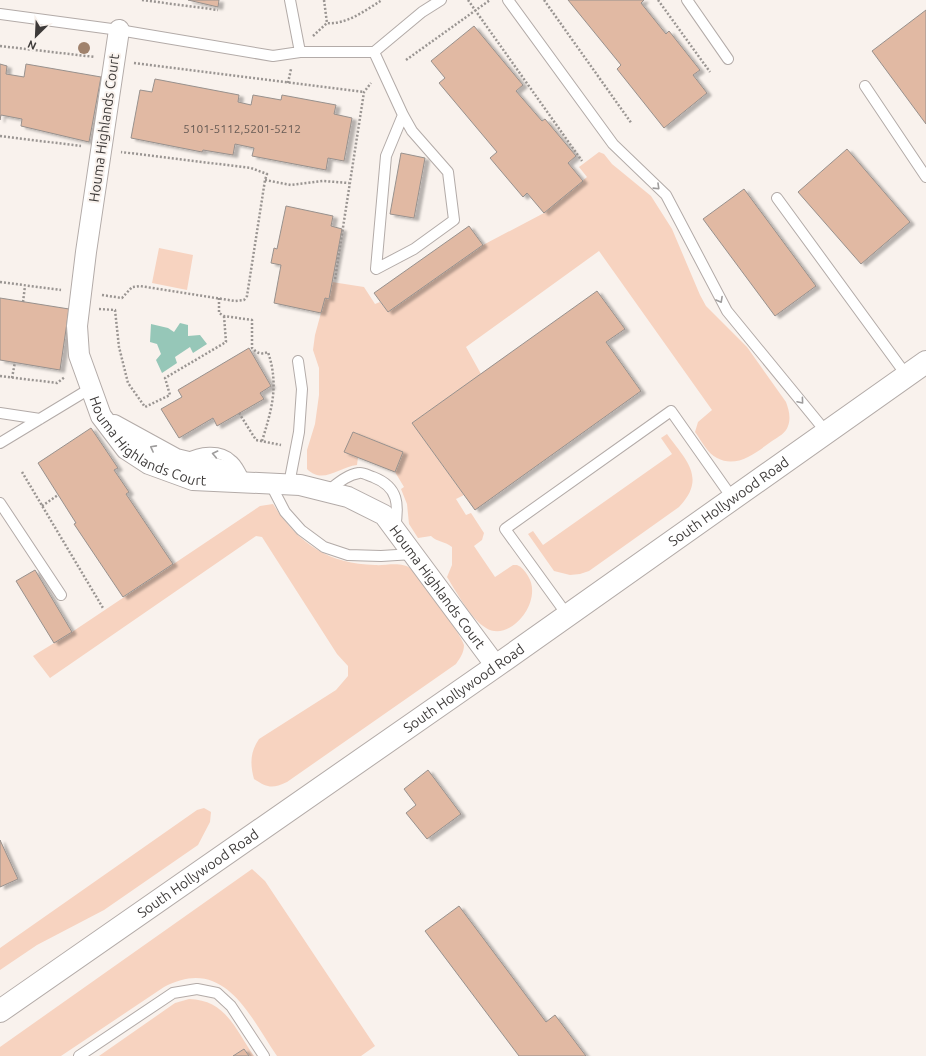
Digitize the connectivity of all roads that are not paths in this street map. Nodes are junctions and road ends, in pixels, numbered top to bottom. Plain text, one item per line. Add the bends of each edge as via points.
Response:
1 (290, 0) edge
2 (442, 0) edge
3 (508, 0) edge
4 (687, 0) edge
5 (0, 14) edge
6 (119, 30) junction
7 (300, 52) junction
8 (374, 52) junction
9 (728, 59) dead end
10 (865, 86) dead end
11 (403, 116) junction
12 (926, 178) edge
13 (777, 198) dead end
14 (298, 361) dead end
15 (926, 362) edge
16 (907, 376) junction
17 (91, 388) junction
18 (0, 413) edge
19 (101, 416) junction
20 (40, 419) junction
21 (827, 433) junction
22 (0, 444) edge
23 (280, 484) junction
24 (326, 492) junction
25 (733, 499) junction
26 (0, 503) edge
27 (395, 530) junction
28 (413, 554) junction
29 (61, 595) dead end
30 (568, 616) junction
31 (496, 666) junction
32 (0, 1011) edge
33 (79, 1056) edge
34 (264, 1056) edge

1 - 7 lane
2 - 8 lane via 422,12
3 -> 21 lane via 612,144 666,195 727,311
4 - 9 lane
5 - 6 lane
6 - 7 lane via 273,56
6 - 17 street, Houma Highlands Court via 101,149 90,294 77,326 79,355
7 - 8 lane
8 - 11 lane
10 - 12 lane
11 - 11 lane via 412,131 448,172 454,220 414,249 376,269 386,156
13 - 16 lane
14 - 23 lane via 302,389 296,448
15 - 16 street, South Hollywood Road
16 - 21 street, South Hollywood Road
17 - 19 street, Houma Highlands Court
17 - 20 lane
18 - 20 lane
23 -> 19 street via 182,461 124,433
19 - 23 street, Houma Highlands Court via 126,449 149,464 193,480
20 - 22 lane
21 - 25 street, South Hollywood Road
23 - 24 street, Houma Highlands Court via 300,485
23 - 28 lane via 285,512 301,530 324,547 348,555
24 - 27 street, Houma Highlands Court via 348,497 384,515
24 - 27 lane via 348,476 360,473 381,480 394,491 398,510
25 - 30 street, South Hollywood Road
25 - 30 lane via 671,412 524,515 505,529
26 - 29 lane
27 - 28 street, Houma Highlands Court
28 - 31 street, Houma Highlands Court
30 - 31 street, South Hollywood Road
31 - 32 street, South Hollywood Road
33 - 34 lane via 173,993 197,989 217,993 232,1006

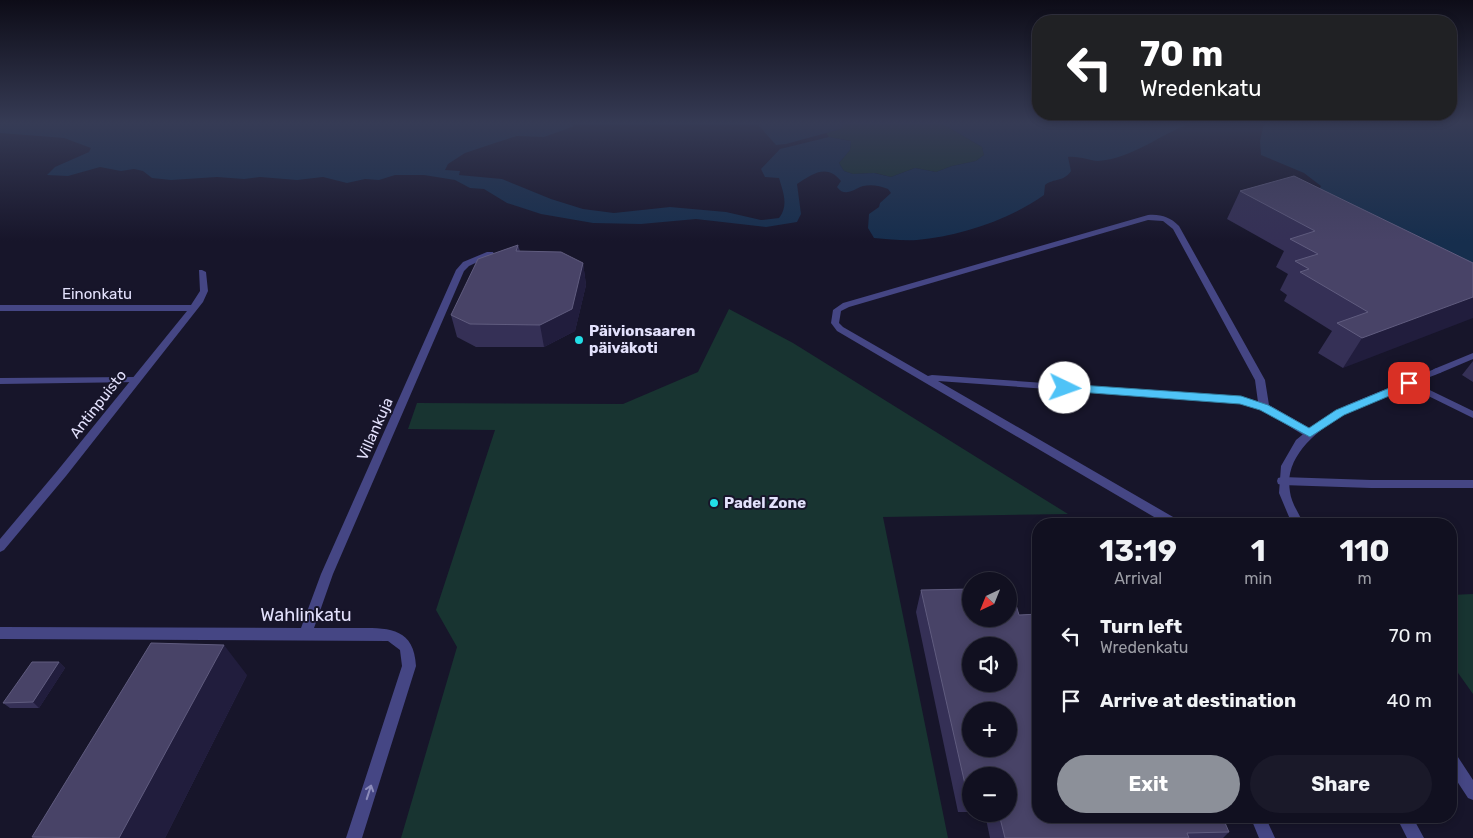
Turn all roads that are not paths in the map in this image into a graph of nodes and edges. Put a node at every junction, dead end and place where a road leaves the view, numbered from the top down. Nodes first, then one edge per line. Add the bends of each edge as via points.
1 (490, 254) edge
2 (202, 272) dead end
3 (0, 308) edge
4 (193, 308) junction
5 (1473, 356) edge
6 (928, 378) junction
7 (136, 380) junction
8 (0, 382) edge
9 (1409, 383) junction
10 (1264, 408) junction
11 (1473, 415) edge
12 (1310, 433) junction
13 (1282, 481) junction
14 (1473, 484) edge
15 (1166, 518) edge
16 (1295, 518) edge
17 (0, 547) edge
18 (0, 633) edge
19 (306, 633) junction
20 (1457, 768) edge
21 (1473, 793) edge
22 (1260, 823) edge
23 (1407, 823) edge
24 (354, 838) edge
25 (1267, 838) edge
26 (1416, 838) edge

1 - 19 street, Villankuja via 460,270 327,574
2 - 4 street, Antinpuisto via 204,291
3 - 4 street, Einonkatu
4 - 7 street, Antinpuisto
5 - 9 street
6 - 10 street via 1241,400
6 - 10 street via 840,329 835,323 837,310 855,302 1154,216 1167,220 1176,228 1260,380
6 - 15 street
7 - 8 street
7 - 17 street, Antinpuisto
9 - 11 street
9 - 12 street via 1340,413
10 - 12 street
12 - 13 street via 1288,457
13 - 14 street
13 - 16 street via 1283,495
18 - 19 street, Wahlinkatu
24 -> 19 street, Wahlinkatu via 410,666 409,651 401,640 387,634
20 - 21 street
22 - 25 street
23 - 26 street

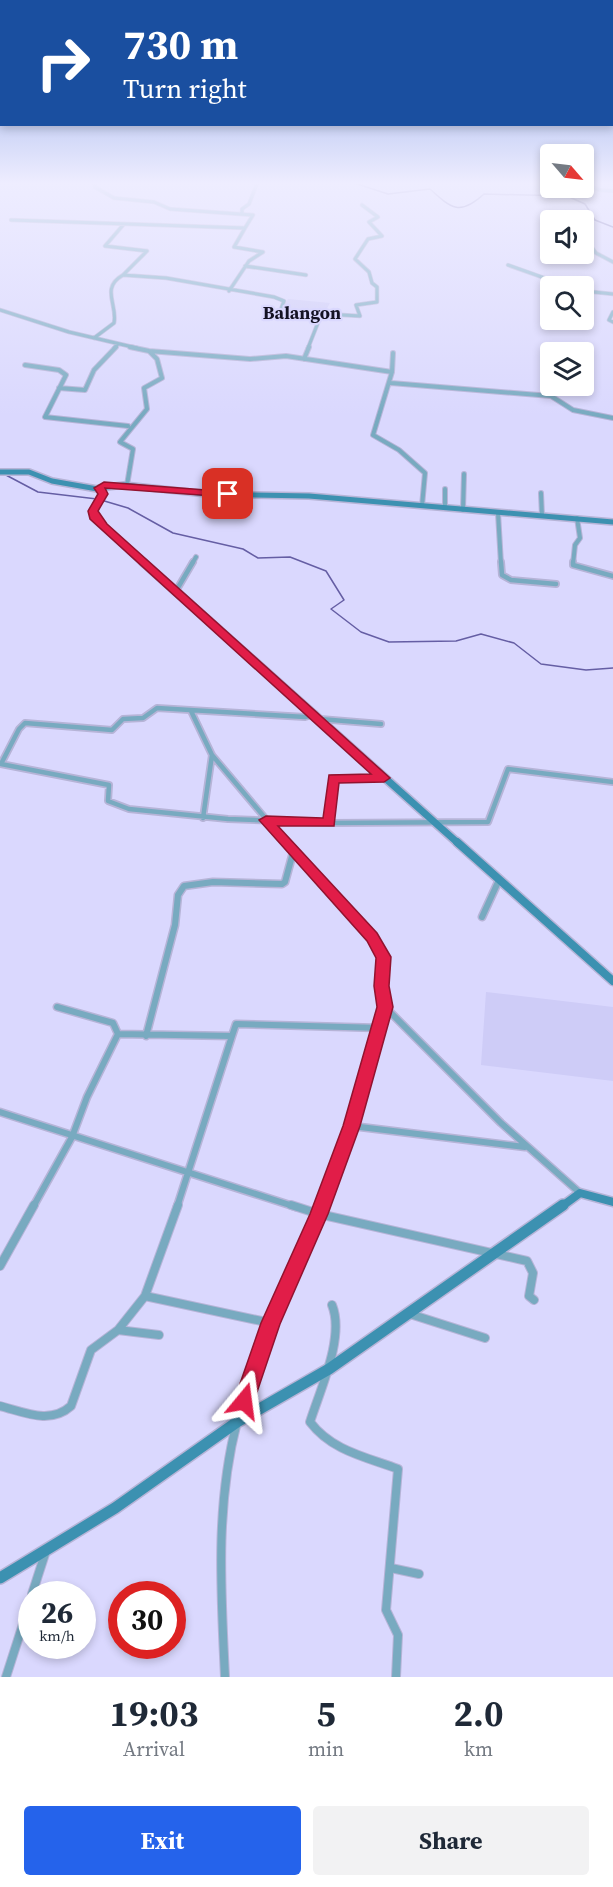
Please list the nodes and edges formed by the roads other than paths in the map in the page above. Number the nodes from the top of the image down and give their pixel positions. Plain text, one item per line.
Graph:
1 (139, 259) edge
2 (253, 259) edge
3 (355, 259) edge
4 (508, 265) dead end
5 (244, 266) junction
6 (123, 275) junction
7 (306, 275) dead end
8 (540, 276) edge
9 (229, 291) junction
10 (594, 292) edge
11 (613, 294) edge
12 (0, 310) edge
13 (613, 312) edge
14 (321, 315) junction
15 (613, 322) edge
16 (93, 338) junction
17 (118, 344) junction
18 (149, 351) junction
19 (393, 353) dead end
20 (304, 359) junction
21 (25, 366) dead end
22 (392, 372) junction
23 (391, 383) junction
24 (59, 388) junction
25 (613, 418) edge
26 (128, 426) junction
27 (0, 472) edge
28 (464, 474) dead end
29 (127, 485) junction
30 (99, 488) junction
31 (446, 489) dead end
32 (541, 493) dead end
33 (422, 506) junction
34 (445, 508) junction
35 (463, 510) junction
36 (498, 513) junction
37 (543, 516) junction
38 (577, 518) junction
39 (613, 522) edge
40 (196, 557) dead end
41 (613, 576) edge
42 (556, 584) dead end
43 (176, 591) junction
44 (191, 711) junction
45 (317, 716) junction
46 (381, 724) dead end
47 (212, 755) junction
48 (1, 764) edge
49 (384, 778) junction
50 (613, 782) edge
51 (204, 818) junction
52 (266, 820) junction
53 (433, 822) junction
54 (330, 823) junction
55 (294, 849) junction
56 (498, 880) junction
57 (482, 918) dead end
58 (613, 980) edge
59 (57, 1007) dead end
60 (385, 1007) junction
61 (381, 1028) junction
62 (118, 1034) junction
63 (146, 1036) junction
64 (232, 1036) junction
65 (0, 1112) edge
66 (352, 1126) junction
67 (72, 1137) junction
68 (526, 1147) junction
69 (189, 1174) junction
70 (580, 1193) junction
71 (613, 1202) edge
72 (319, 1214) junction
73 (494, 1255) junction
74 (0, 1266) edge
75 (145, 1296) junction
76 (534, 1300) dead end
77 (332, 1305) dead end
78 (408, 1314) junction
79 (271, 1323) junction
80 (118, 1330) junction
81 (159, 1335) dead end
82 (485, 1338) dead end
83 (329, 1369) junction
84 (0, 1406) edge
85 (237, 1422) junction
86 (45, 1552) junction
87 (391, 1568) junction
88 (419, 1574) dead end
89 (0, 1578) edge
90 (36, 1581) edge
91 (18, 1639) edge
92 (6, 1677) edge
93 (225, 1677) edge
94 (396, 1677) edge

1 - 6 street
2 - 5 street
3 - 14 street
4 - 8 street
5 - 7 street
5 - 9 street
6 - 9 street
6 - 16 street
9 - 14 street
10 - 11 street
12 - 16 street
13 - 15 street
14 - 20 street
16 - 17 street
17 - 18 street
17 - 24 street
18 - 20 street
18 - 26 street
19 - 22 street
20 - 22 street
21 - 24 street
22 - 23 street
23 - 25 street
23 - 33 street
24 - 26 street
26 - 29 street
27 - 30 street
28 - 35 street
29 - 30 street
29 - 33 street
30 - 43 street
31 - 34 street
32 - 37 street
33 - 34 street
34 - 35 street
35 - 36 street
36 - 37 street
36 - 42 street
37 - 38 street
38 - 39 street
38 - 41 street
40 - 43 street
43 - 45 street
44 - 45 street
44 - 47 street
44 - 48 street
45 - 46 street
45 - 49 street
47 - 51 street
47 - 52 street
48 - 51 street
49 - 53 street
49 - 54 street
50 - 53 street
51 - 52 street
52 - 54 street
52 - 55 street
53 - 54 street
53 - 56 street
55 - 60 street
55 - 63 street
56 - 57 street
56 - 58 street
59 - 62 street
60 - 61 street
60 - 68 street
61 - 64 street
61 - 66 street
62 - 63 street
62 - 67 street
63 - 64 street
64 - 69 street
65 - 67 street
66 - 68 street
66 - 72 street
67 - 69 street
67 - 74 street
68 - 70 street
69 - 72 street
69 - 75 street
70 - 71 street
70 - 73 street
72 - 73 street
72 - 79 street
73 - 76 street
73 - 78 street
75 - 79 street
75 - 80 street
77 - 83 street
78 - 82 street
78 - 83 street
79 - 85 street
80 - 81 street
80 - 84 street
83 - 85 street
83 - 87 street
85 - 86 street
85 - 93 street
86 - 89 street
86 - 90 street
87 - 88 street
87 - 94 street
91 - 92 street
----
**PROBLEM REQUIREMENTS**.
What is needed is every line of the records that contains the word "item".

**ANSWER TO THE EXERCISE**.
Digitize the connectivity of all roads that are not paths in this street map. Nodes are junctions and road ends, in pixels, numbered top to bottom. Plain text, one item per line. Add the bends of each edge as via points.
Please list the nodes and edges formed by the roads other than paths in the map in the page above. Number the nodes from the top of the image down and give their pixel positions. Plain text, one item per line.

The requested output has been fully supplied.